Postoperative Radiation Therapy Is Indicated for “Low-Risk” Pathologic Stage I Merkel Cell Carcinoma of the Head and Neck Region but Not for Other Locations
January 17, 2024
Advances in Radiation Oncology
January 17, 2024
Doctors often differ on whether patients with low-risk MCC should have radiation therapy after surgery. To help find an answer, researchers studied 147 patients with low-risk MCC, meaning their tumor was small, hadn’t spread anywhere else, and they had healthy immune systems. Among them, 79 got radiation after surgery and 68 had only surgery. The researchers focused on finding out if radiation therapy could decrease the chances of cancer coming back in the same area, a ‘local’ recurrence. The study found that having radiation after surgery lowered the risk of the cancer coming back specifically for MCC tumors on the head and neck. But for MCC tumors in other parts of the body, there wasn’t a difference in the risk of the cancer coming back whether radiation therapy was given or not. This study provides valuable insights to doctors, indicating that for low-risk MCC in the head and neck, post-surgery radiation can reduce the risk of local recurrence. However, it is less beneficial for low-risk MCC located in other parts of the body.

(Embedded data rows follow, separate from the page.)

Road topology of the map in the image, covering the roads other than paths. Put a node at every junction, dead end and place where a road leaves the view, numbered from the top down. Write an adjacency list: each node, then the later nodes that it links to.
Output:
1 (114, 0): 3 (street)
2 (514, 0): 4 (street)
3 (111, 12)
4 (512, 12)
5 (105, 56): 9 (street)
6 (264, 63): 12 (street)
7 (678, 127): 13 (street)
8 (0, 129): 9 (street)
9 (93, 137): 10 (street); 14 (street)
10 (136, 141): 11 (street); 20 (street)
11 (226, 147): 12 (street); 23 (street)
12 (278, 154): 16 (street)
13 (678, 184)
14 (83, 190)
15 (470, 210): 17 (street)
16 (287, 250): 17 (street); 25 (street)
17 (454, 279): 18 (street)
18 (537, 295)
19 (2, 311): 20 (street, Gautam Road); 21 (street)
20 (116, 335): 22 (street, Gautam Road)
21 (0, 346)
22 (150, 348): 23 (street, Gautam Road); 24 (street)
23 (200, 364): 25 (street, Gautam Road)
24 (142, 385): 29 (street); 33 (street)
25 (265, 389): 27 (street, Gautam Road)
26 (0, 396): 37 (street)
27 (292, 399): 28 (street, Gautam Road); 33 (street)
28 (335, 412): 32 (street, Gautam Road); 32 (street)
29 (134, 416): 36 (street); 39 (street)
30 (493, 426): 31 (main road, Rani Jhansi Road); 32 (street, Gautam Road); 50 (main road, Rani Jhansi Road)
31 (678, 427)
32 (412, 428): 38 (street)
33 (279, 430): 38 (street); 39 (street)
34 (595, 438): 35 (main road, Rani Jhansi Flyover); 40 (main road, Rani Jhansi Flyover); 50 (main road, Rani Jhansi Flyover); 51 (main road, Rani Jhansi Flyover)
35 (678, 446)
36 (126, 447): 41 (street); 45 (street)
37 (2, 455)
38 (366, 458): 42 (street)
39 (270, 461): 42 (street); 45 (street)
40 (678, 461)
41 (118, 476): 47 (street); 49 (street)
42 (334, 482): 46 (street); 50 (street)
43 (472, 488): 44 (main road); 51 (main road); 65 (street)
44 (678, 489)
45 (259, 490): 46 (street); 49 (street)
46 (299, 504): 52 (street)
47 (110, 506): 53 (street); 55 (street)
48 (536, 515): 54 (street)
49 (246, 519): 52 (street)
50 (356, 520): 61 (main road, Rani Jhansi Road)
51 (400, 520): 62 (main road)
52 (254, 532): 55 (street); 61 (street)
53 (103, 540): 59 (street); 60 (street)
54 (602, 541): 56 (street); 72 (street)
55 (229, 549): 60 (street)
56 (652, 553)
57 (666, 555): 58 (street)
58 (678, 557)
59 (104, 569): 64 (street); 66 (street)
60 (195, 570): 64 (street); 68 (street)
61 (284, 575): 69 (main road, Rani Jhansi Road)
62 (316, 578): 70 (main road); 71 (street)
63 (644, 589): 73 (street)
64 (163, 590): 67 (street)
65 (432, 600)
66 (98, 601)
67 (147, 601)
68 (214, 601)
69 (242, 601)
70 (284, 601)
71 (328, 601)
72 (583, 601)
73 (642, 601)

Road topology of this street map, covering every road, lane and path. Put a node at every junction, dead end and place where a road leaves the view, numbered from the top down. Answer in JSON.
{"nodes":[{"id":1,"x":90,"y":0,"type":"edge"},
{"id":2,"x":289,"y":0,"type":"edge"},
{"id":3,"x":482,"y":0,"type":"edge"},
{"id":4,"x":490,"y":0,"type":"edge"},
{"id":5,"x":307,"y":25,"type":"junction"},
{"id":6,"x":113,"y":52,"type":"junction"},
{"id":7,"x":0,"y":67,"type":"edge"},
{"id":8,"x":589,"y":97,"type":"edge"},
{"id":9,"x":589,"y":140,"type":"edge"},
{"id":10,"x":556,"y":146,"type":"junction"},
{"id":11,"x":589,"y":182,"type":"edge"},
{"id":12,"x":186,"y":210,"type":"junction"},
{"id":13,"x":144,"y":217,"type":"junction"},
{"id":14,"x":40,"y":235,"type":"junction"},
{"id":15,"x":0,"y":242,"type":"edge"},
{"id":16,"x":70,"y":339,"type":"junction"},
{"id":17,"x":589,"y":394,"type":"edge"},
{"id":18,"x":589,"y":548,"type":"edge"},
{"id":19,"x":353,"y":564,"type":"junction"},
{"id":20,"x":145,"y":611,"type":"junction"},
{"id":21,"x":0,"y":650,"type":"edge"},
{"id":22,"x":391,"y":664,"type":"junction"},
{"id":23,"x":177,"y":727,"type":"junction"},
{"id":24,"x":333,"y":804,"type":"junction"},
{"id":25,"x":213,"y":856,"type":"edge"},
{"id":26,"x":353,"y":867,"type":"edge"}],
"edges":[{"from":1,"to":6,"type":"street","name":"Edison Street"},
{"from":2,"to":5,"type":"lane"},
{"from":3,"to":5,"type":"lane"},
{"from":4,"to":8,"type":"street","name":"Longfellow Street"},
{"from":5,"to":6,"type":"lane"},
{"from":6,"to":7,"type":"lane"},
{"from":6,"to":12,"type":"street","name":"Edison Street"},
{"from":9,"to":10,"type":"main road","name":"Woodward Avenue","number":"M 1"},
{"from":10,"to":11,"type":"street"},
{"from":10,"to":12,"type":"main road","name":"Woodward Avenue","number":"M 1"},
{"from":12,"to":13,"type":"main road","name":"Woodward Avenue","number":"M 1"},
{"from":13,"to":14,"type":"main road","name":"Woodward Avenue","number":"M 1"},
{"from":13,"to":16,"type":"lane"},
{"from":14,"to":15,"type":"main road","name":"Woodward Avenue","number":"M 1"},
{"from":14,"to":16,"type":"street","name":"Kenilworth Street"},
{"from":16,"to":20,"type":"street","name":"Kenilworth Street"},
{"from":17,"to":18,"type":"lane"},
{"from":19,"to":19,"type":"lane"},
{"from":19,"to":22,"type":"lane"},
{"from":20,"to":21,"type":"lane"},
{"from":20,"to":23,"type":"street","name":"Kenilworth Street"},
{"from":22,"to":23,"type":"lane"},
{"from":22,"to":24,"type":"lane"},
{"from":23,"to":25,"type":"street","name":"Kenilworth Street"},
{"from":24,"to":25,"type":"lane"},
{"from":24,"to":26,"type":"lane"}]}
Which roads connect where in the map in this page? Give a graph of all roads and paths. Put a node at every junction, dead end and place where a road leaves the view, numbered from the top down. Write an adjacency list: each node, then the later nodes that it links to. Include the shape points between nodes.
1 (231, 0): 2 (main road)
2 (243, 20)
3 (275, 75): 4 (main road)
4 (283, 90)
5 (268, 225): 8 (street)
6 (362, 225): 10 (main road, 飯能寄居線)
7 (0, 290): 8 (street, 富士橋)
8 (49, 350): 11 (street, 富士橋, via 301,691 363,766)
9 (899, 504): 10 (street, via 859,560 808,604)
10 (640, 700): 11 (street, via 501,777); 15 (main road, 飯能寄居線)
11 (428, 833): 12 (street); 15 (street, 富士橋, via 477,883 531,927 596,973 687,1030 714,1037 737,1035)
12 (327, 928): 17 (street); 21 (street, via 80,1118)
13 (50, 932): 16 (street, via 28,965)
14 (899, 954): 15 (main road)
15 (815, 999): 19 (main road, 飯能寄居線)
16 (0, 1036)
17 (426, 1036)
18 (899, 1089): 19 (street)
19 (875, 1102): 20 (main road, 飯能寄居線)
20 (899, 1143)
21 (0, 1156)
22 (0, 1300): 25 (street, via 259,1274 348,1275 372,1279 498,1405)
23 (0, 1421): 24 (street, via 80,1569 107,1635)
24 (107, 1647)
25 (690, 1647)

The role of postoperative radiation therapy (PORT) in early stage Merkel cell carcinoma (MCC) is controversial. We analyzed the role of PORT in preventing local recurrences (LR) among patients with low-risk, pathologic stage I MCC based on the location of the primary tumors: head/neck (HN) versus non-HN sites.
Methods and Materials
One hundred forty-seven patients with MCC were identified that had “low risk” disease (pathologic T1 primary tumor, negative microscopic margins, negative pathologic node status, no immunosuppression or prior systemic therapy). LR was defined as tumor recurrence within 2 cm of the primary surgical bed, and its frequency was estimated with the cumulative incidence method.
Seventy-nine patients received PORT (30 HN, 49 non-HN) with a median dose of 50 Gy (range, 8-64 Gy) and 68 patients were treated with surgery alone (30 HN, 38 non-HN). Overall, PORT was associated with a decreased risk of LR (5-year rate: 0% vs 9.5%; P = .004) with 6 LRs observed in the surgery alone group. Although the addition of PORT significantly reduced LR rates among patients with HN MCC (0% vs. 21%; P = .034), no LRs were observed in patients with non-HN MCC managed with surgery alone. There was no significant difference in MCC-specific survival comparing HN versus non-HN groups, with or without PORT.
For low-risk, pathologic stage I MCC of the extremities and trunk, excellent local control rates were achieved with surgery, and PORT is not indicated. However, PORT was associated with a significant reduction in LRs among low-risk MCC of the HN.